Identification of Bacillus anthracis by using monoclonal antibody to cell wall galactose-N-acetylglucosamine polysaccharide.

Guanidine extracts of crude Bacillus anthracis cell wall were used to vaccinate BALB/c mice and to develop monoclonal antibody (MAb) to vegetative cell surface antigens. Two hybridomas selected during this study produced immunoglobulin M immunoglobulins, which appear to be directed to an epitope associated with the galactose-N-acetyl-D-glucosamine polysaccharide. Both demonstrated specificity in their binding to purified B. anthracis cell wall, o-stearoyl-polysaccharide conjugates, and intact, nonencapsulated vegetative cells. The interaction of the MAbs with purified polysaccharide was inhibited by 0.5 M galactose and lactose but not by N-acetylglucosamine, glutamate, glycine, or glycerol.
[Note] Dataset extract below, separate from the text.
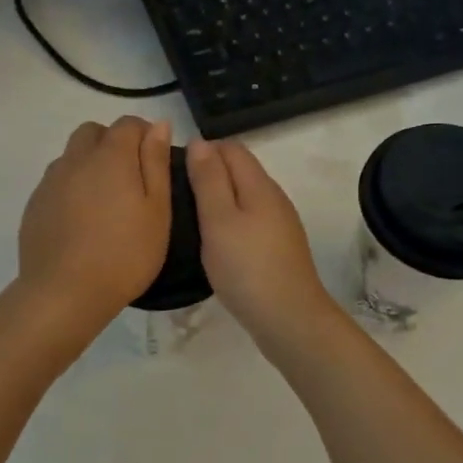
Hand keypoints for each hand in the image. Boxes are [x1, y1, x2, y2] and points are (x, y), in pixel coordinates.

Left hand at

Inhibition by glucose or sucrose was approximately 75% of that seen with galactose. Electron microscopy showed that both MAbs interacted with the cell wall of vegetative cells as well as with the cortex of spores. Neither MAb reacted with encapsulated vegetative cells, such as those from infected guinea pigs, nor did they react with intact spores. After conjugation to fluorescein isothiocyanate, the MAbs stained intensely all B. anthracis strains tested, whereas with two exceptions, none of the strains of 20 other Bacillus spp. was stained. The exceptions, strains of Bacillus cereus, could be differentiated from B. anthracis by being beta-hemolytic on blood agar.